• Assignment
Look through the material below. Copy every line with the string "this" in it.

*** The input Section Begins ***

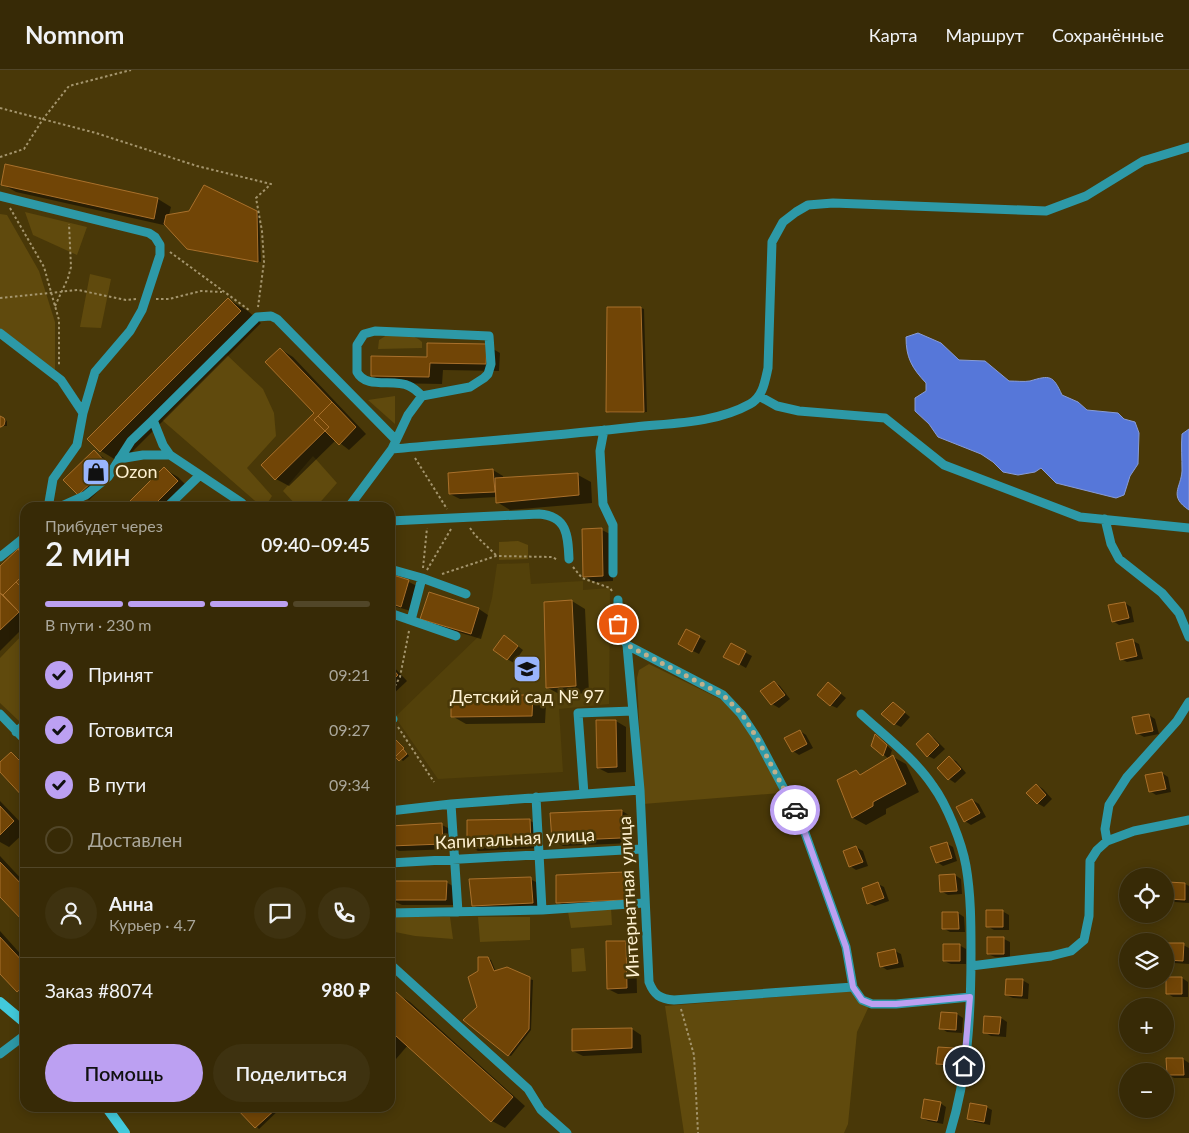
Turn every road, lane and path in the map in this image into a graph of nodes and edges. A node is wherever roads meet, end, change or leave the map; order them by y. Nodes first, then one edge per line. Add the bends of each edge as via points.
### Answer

*** The input Section Ends ***
*** The input Section Begins ***

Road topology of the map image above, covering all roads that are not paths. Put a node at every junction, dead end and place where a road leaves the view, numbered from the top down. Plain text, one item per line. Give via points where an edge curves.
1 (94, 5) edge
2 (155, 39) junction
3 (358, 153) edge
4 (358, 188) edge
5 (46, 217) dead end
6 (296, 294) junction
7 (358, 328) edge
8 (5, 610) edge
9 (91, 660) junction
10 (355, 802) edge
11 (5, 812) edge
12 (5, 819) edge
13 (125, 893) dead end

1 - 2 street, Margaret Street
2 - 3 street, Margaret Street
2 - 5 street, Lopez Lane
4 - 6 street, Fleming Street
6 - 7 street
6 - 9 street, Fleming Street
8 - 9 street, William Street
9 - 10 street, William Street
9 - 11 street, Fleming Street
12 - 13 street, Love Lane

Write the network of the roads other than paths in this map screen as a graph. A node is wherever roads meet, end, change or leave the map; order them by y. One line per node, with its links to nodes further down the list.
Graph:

*** The input Section Ends ***
*** The input Section Begins ***

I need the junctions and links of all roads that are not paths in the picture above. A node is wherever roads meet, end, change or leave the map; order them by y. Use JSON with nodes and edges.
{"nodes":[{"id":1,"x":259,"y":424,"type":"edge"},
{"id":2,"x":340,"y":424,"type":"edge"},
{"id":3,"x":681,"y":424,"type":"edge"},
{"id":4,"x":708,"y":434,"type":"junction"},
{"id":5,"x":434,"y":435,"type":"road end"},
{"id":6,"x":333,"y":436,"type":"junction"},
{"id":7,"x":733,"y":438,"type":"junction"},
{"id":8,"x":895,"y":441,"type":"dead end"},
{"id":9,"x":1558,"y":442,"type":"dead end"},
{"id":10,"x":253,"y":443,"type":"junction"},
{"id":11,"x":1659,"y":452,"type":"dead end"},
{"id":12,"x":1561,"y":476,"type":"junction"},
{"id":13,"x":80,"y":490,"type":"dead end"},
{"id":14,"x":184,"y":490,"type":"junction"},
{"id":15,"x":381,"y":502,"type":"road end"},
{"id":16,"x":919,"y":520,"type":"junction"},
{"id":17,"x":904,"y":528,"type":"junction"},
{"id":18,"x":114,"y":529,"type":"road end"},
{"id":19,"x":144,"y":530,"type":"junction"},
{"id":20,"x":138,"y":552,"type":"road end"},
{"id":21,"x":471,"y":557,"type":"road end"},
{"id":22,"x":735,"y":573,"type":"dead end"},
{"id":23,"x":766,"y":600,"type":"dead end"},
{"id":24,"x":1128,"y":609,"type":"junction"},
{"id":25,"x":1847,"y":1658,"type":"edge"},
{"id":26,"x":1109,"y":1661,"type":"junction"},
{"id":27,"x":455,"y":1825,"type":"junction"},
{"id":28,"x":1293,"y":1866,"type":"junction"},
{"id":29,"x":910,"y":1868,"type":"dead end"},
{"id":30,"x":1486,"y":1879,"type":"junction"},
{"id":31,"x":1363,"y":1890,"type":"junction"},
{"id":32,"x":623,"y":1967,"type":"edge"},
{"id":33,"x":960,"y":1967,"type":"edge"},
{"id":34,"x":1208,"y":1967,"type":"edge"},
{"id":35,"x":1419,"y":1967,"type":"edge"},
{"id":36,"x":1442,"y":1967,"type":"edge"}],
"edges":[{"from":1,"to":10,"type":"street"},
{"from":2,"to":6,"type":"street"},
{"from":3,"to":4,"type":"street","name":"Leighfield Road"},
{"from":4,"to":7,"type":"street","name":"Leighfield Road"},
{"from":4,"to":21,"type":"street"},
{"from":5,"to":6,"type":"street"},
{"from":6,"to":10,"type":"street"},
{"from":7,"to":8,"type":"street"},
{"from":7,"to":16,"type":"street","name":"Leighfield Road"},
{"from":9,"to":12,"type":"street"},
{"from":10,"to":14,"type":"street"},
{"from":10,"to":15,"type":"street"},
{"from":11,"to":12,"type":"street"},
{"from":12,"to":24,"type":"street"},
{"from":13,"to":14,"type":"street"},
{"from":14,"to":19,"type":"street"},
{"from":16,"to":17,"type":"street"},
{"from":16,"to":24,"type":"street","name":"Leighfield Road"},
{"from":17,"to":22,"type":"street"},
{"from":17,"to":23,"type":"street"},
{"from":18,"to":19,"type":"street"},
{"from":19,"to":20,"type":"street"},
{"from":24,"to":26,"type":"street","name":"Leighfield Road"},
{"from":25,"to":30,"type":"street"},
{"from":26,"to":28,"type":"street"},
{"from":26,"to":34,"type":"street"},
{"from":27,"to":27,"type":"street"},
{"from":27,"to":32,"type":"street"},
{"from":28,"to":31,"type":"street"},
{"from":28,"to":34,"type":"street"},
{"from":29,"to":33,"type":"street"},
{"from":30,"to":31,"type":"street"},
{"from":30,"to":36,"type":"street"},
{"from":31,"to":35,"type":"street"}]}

*** The input Section Ends ***

• Exercise output
Turn every road, lane and path in the map in this image into a graph of nodes and edges. A node is wherever roads meet, end, change or leave the map; order them by y. Nodes first, then one edge per line. Add the bends of each edge as via points.
Write the network of the roads other than paths in this map screen as a graph. A node is wherever roads meet, end, change or leave the map; order them by y. One line per node, with its links to nodes further down the list.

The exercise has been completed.